American politician (1923–2021)

Sylvan Joseph Davis, Jr. (May 19, 1923 – September 29, 2021) was an American politician, lawyer and judge in the state of Florida.

Davis was born in Leesburg, Georgia on May 19, 1923. After moving to Florida in 1930, he was educated in Sanford, Florida and attended Stetson University, where he attained his legal degree in 1954 in the law school of that same institution. He is a member of the Phi Alpha Delta fraternal organization. Admitted to the Florida bar in 1957, he is also a member of the Seminole County and American Bar Associations.

He was elected to the Florida House of Representatives in 1962, serving a two terms, representing Seminole County from 1962 to 1966.

Davis also served stints as City Attorney of Altamonte Springs, Florida, Longwood, Florida, Oviedo, Florida.
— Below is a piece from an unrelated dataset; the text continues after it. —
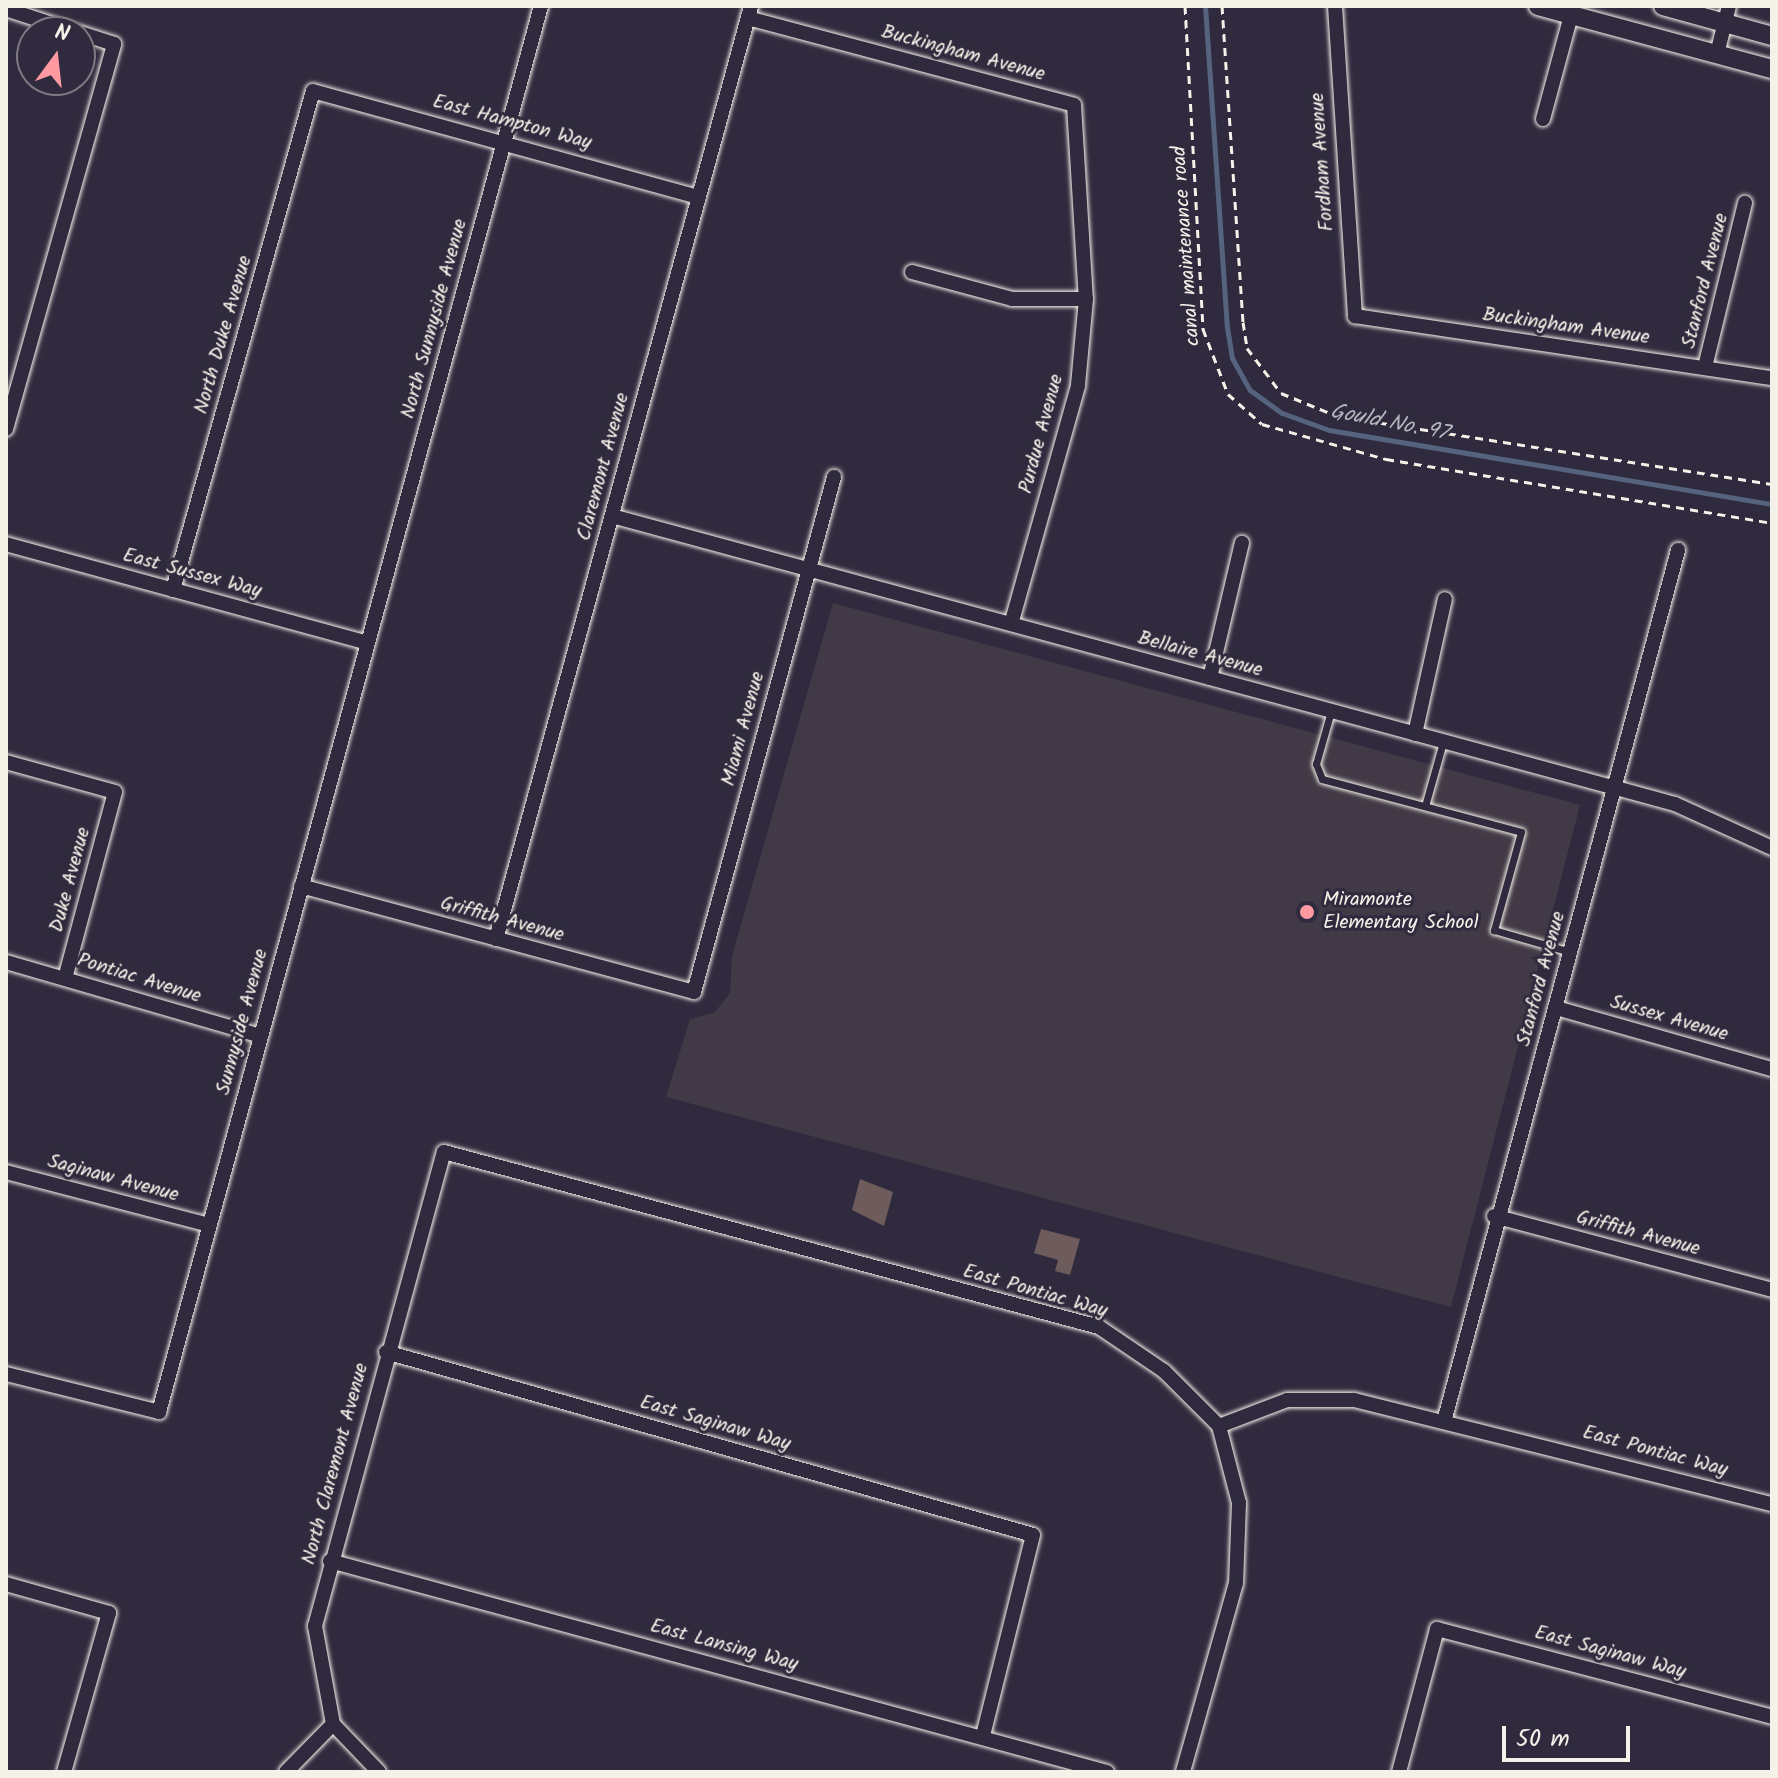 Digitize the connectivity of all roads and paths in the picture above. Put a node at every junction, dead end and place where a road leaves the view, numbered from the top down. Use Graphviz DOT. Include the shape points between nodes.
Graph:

He later served as a senior judge on the Florida Circuit Court's Eighteenth Judicial Circuit, being initially appointed there by Governor Bob Graham in 1979. He was also a certified mediator and arbitrator.

He was married to Betty Jane Woodcock and had three daughters. An active community man, Davis was a president of the Seminole County Bar Association and Seminole County Chamber of Commerce, among many posts held. He was an active Baptist. Davis died following a brief illness in Florida, on September 29, 2021, at the age of 98.